This understanding tells us the following points.
(a) To impute is to count or esteem, it is a work of the mind and not of the voice.
Therefore imputed Righteousness is
Righteousness esteemed with God’s mind to man, not declared with His voice.
(c) Therefore imputing Righteousness to man is not declaring Righteousness to man, it is
esteeming, with His mind, Righteousness to the penitent man, not God declaring it.
(d) Thus the idea that Justification is God
declaring Righteousness to the repenting
man is not a Biblical doctrine.
(a) Abraham’s virility and Sarah’s womb were dead at their advanced ages. Romans 4:19.
(b) To make Abraham a father of many nations God therefore had to call (esteem) the things (Abraham’s virility and Sarah’s womb) not
being [alive], as being [alive] this was
quickening the dead organs or giving life to them. Romans 4:17.
(c) This means that imputation or esteeming
from God makes the thing that was not, now present. It makes the dead alive. God was able to perform (by imputation/esteeming) what he had promised to Abraham and Sarah. Romans 4:21.
(d) We can see images in the above miracle of
how God deals with converting sinners from spiritual death to spiritual life. He imputes
or esteems the spiritually dead penitent man
as spiritually alive and he is really made
spiritually alive. This is Justification as God imputing life to the spiritually dead, who has repented and believed. (Ephesians 2:1,5;
Romans 5:18). Romans 8:2.
Thus we can say the following about the word
imputation as it relates to God.
(a) To impute is to mentally esteem a position.
(b) When God esteems or imputes with His mind this mental activity is creative or life giving.
(c) Imputed Righteousness is therefore esteemed Righteousness from God, it is life giving Righteousness from God’s mind.
(d) The following chart explains.
21. Mrs. White explains that imputed Righteousness
does indeed have transforming (life–giving)
power. She says:
“By receiving His imputed righteousness, through the transforming power of the Holy Spirit, we
become like him.” Ellen G. White, God’s
Amazing Grace, p. 96.
“Through faith in His name, He imputes unto us His righteousness and it becomes a living principle in our life.” Ellen G. White, Review and Herald,
July 12, 1892.
22. In the light of all of what we have seen, we can now define Justification in its divine work part and its human reception part the following way.

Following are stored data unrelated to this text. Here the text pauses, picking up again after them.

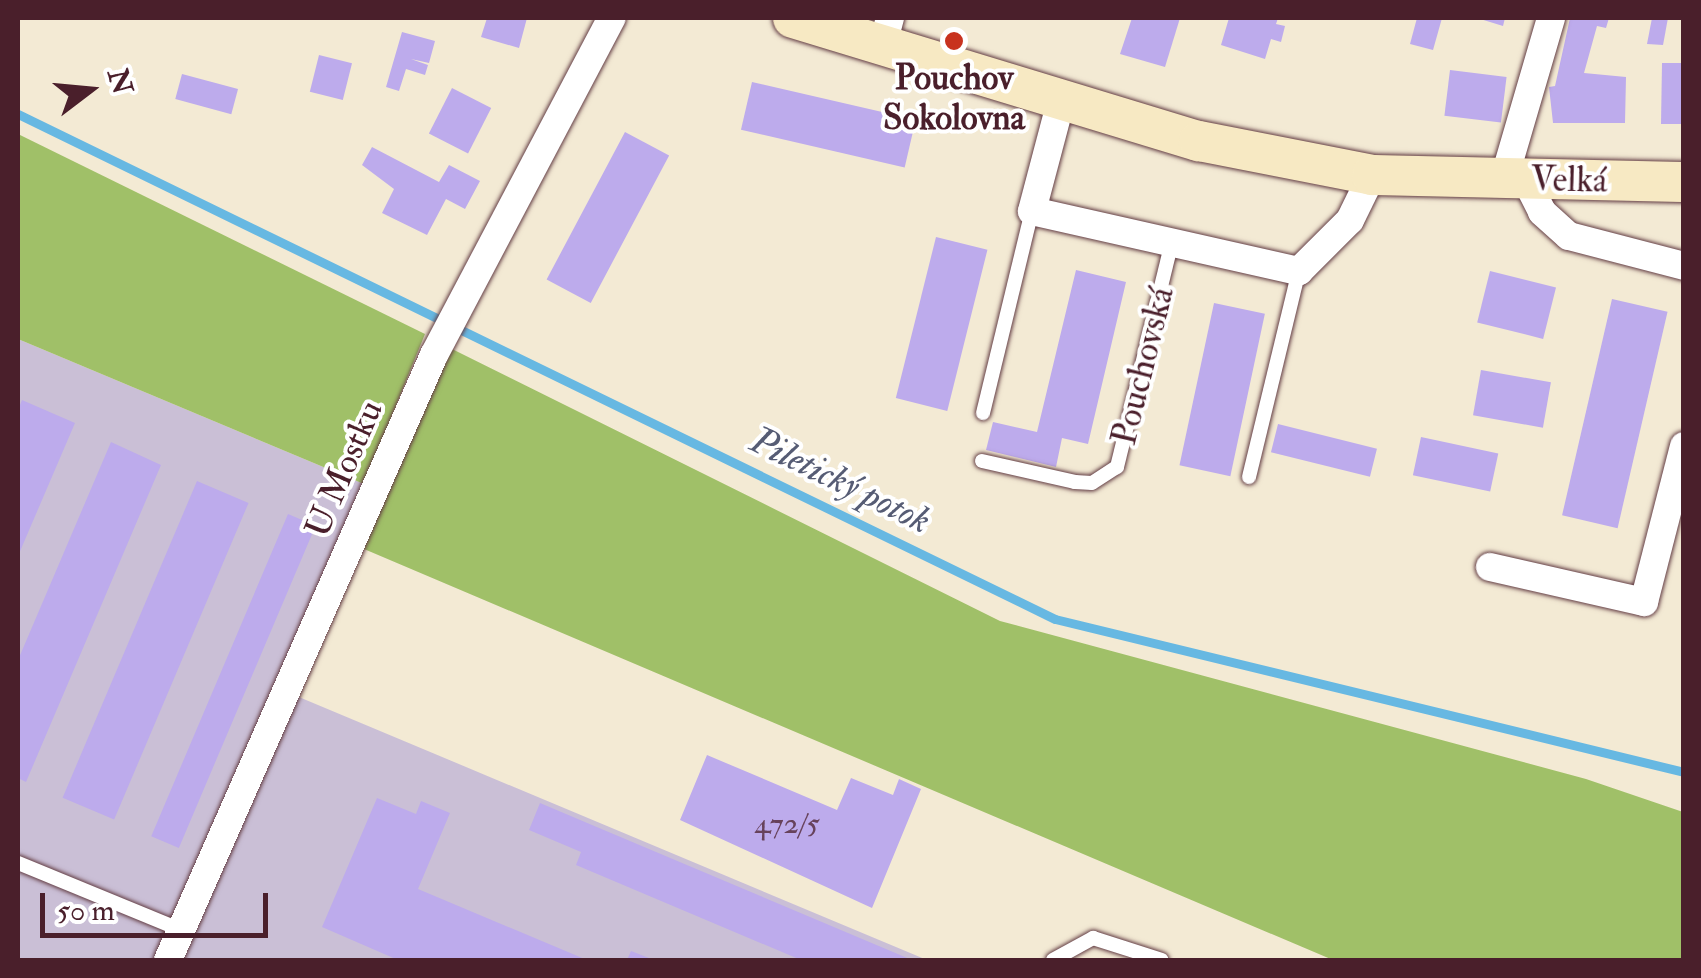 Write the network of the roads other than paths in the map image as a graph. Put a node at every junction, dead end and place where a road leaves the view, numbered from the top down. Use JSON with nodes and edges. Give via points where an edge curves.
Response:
{"nodes":[{"id":1,"x":612,"y":18,"type":"edge"},
{"id":2,"x":794,"y":18,"type":"edge"},
{"id":3,"x":1551,"y":18,"type":"edge"},
{"id":4,"x":886,"y":31,"type":"edge"},
{"id":5,"x":1061,"y":101,"type":"junction"},
{"id":6,"x":1372,"y":174,"type":"junction"},
{"id":7,"x":1515,"y":180,"type":"junction"},
{"id":8,"x":1684,"y":182,"type":"edge"},
{"id":9,"x":1032,"y":211,"type":"junction"},
{"id":10,"x":1172,"y":242,"type":"junction"},
{"id":11,"x":1684,"y":266,"type":"edge"},
{"id":12,"x":1299,"y":271,"type":"junction"},
{"id":13,"x":983,"y":413,"type":"dead end"},
{"id":14,"x":1684,"y":446,"type":"edge"},
{"id":15,"x":982,"y":461,"type":"dead end"},
{"id":16,"x":1249,"y":477,"type":"dead end"},
{"id":17,"x":1490,"y":567,"type":"dead end"},
{"id":18,"x":18,"y":863,"type":"edge"},
{"id":19,"x":180,"y":930,"type":"junction"},
{"id":20,"x":168,"y":960,"type":"edge"},
{"id":21,"x":1053,"y":960,"type":"edge"},
{"id":22,"x":1162,"y":960,"type":"edge"}],
"edges":[{"from":1,"to":19,"type":"street","name":"U Mostku","via":[[434,354]]},
{"from":2,"to":4,"type":"street"},
{"from":3,"to":7,"type":"street","name":"Velká"},
{"from":4,"to":5,"type":"street"},
{"from":5,"to":6,"type":"street","via":[[1198,141]]},
{"from":5,"to":9,"type":"street"},
{"from":6,"to":7,"type":"street"},
{"from":6,"to":12,"type":"street","via":[[1350,220]]},
{"from":7,"to":8,"type":"street","name":"Velká"},
{"from":7,"to":11,"type":"street","via":[[1569,236]]},
{"from":9,"to":10,"type":"street","name":"Pouchovská"},
{"from":9,"to":13,"type":"lane"},
{"from":10,"to":12,"type":"street","name":"Pouchovská"},
{"from":10,"to":15,"type":"lane","name":"Pouchovská","via":[[1117,467],[1092,483]]},
{"from":12,"to":16,"type":"lane"},
{"from":14,"to":17,"type":"street","via":[[1644,602]]},
{"from":18,"to":19,"type":"lane"},
{"from":19,"to":20,"type":"street","name":"U Mostku"},
{"from":21,"to":22,"type":"lane","via":[[1094,938]]}]}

(a) Justification is God imputing Righteousness to repentant man.
(b) Justification is God’s life-giving of
Righteousness to repentant man.
(c) Justification is God’s mental life-giving of Righteousness to repentant man.
(d) Justification is man receiving imputed Righteousness from God.
(e) Justification is man receiving life-giving Righteousness from God.
(f) Justification is man receiving from God’s mind or mental estimation, life-giving Righteousness.
Thus we can truly say that Justification is man
being given and receiving spiritual life giving Righteousness from God’s mental estimation. (Romans 5:18; Romans 8:6,9-11).
24. Thus real Justification in its God-ward and man-ward parts together is illustrated in the following chart.
Some misled people use Mrs. White’s statements that speak about Justification by Faith to teach a justification that does not transform the person. By selecting certain words or phrases usually used by theologians to teach a changeless Justification, they assume that by the use of these terms, Mrs. White is teaching that same concept of Justification taught by the theologians. But they are incorrect, because, while Mrs. Whites may seem to teach a changeless Justification, the general contexts of her statements show that all the terms really mean a transformative Justification. These are the
following terms seized upon by unlearnt
theologians in the SDA church.
(a) Imputed—They think Mrs. White means an
imputation that is merely a declaration or a counting that does not really materially exist.
(b) Covered with Jesus robes of Righteous- ness—They think that these robes cover a
person’s outward image before God because they still have their sinfulness and faults
within. They explain the covering of these robes as if the person is still covered with their own filthy garments, and Jesus’ own provides a covering for those garments.
(c) Placed to one’s account—They think that the righteousness of Christ is placed upon some heavenly account and not in the very person himself. This makes the person unchanged while as yet he is looked upon by God as if he is righteous.